No other contractions may be used within the longer sequence.
This section presents the underlying rules governing the transcription of Technical Material. Some of the more common symbols are defined and simple examples of their use are included.
More detailed examples, lists of symbols and guidance covering a wider range and complexity of technical material are provided in the publication Unified English Braille, Guidelines for Technical Material.
Refer to: Guidelines for Technical Material when dealing with works of a technical nature, such as educational material in the areas of Mathematics, Science and Computer Studies.
Computer notation is any text written in a formal syntax that is designed to allow computers to utilize the text directly for technical purposes related to the computer itself. Examples include computer programs written in procedural languages such as Java, C++, COBOL, and various "assembly" languages, nonprocedural scripting and markup languages such as XHTML, and data files prepared to meet the input requirements of specific programs.
• "Displayed" computer notation is presented in one or more lines separate from the surrounding literary text;
• "inline" computer notation is presented within ordinary literary text,
for example, an email address mentioned within a sentence.
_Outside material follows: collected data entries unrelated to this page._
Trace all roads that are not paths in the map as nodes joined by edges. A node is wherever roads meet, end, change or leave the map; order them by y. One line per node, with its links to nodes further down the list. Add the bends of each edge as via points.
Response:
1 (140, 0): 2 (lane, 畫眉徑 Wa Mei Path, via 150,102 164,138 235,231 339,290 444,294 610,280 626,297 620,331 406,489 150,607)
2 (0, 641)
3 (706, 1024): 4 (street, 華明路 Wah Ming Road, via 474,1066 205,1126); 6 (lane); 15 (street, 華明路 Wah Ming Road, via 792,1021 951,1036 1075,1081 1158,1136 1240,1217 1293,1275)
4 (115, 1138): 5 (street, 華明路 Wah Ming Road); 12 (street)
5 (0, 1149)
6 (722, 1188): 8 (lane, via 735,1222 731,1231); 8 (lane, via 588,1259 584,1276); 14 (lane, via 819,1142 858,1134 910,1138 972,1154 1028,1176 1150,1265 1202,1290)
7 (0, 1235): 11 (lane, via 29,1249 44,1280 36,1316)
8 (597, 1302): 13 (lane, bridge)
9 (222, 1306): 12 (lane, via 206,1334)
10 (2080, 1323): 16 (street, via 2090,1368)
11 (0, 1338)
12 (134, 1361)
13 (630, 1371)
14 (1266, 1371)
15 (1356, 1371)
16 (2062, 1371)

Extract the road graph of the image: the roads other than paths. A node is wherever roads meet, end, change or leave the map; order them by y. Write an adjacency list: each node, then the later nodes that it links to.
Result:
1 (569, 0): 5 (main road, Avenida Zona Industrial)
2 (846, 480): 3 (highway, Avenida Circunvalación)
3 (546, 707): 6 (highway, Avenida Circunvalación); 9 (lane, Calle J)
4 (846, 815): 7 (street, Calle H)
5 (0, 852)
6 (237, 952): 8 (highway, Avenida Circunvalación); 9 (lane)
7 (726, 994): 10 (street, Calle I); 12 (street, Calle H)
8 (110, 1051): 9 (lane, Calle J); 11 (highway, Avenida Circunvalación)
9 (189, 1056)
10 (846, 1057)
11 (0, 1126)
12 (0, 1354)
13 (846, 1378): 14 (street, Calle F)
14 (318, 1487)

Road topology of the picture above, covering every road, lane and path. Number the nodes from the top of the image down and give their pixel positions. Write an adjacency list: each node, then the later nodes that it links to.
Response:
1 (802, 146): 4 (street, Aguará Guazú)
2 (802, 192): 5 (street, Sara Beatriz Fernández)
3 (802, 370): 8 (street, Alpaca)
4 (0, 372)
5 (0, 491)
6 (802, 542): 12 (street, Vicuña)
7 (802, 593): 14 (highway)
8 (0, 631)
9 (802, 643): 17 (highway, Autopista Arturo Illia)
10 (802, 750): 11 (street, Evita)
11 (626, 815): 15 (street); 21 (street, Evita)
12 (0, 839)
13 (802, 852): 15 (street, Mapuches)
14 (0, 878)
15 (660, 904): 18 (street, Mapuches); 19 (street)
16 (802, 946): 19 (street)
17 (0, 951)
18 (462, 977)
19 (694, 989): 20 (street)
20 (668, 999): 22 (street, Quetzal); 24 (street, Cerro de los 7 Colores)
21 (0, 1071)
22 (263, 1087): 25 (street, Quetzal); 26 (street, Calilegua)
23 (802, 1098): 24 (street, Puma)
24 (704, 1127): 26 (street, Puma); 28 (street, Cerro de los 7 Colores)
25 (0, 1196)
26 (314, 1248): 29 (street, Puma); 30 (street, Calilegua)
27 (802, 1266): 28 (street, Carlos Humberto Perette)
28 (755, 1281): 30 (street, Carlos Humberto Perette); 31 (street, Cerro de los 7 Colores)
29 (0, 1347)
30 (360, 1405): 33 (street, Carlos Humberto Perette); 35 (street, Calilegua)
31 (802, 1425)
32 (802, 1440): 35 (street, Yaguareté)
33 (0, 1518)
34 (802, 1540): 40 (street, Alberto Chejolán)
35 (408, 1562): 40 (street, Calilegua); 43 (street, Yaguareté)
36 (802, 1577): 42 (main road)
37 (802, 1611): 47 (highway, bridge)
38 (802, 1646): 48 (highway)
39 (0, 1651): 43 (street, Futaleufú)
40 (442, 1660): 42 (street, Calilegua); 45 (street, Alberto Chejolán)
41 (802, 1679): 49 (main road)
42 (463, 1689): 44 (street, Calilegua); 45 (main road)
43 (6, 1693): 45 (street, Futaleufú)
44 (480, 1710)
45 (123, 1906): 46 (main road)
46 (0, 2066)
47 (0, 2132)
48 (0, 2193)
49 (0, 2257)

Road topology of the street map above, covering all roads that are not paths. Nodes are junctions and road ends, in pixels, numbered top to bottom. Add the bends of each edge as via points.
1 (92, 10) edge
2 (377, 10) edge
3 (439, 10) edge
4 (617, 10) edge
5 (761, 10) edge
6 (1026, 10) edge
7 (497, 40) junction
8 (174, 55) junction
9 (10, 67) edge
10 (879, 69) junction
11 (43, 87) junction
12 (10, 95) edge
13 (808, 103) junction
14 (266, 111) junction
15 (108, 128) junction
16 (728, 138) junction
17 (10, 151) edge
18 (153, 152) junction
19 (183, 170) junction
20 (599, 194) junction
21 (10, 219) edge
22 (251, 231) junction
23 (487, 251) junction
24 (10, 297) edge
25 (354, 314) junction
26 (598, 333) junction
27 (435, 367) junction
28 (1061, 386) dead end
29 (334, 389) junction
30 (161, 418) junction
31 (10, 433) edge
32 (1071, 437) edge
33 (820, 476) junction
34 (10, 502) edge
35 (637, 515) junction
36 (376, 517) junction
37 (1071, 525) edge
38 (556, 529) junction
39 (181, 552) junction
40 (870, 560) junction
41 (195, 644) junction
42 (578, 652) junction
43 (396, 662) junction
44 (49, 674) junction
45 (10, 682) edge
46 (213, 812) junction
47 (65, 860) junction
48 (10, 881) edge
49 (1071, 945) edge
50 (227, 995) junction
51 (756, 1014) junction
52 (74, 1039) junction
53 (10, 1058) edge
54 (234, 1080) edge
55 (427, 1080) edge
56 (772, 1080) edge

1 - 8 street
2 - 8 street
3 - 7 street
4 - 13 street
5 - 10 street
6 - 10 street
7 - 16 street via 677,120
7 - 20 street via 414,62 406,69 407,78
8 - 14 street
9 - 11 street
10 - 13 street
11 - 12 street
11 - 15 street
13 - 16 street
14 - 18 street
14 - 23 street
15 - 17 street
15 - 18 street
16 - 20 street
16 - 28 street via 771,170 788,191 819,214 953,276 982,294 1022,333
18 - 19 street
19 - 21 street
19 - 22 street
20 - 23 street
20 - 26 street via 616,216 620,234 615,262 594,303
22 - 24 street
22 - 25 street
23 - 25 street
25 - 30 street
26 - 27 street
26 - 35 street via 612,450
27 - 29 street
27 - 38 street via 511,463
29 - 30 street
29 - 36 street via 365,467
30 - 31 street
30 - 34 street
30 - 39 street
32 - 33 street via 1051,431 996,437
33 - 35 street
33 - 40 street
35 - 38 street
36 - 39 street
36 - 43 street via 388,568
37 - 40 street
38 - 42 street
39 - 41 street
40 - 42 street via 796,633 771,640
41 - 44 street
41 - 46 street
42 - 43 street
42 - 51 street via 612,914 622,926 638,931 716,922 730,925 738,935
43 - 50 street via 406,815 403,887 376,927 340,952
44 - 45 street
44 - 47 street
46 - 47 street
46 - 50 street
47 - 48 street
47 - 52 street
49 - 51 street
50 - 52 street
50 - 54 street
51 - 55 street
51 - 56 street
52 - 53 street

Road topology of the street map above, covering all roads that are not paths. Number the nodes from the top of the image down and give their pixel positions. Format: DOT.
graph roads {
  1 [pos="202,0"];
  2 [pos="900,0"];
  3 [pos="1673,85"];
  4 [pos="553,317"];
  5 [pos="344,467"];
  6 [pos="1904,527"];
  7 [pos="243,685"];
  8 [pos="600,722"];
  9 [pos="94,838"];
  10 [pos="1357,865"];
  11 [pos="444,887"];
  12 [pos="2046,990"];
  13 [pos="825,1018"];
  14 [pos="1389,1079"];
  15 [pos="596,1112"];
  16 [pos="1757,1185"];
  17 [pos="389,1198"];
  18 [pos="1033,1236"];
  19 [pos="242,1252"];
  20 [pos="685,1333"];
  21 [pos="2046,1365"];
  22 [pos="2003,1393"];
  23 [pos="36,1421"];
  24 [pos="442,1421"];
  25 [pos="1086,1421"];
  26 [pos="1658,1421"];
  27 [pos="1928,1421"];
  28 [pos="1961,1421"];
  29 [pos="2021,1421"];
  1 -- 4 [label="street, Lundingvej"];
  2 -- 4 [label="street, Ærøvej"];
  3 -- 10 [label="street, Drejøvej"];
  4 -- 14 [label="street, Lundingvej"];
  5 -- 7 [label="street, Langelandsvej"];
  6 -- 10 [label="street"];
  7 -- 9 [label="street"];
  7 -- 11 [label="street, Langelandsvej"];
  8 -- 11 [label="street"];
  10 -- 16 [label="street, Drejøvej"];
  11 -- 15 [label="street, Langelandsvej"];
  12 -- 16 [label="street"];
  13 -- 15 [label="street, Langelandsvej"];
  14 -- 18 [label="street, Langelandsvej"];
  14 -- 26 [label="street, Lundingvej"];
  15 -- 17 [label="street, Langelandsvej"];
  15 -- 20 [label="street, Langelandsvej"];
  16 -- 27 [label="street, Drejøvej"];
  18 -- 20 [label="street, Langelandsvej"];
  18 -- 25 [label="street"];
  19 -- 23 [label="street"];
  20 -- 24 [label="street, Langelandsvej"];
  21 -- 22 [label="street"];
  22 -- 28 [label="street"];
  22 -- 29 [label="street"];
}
A displayed computer program or program fragment should normally be transcribed in grade 1 braille; nearby excerpts from a program that is displayed in grade 1 should preferably also be in grade 1, for consistency. Other expressions, such as email addresses, web sites, URLs, filenames, and computer expressions not displayed on separate lines, should normally be transcribed in grade 2 braille.
Refer to: Section 2, Terminology and General Rules, for the "Standing Alone" rule; and also to Section 10, Contractions, for examples of email and web addresses.
Refer to: Guidelines for Technical Material, Part 17, Computer
Notation, for an example of a program fragment.
Some common operation signs
− minus (when distinguished from hyphen)
× times (multiplication cross)
÷ divided by (horizontal line between dots)
Some common comparison signs
< less than, or opening angle bracket
> greater than, or closing angle bracket
Refer to: Guidelines for Technical Material, Part 3, Signs of Operation, Comparison and Omission, for a full list of operation and comparison signs.
When isolated calculations appear in a literary text, the print spacing should be followed.
Follow print spacing in any technical notation where spacing is significant. If unsure of its significance, follow the print spacing as long as the presence or absence of spaces is clear. In cases where print spacing is indeterminate or known not to be significant, spacing should be used to reflect the structure of the expression or equation.
Note: In most common mathematics including algebra, operation signs should be unspaced on both sides but comparison signs should be spaced.
Refer to: Guidelines for Technical Material, Part 1, General Principles, for more advice on the spacing of technical material.
A simple numeric fraction is one whose numerator and denominator contain only digits, decimal points, commas or separator spaces and whose fraction line in print is drawn between the two vertically (or nearly vertically) arranged numbers. In such a case a numeric fraction line symbol is used between the numerator and denominator and continues the numeric mode.
Mixed numbers should be treated as two unspaced numeric items.
The numeric fraction line is not used when the print is expressed linearly using an ordinary forward slash symbol. In such a case the same symbol is used as in print.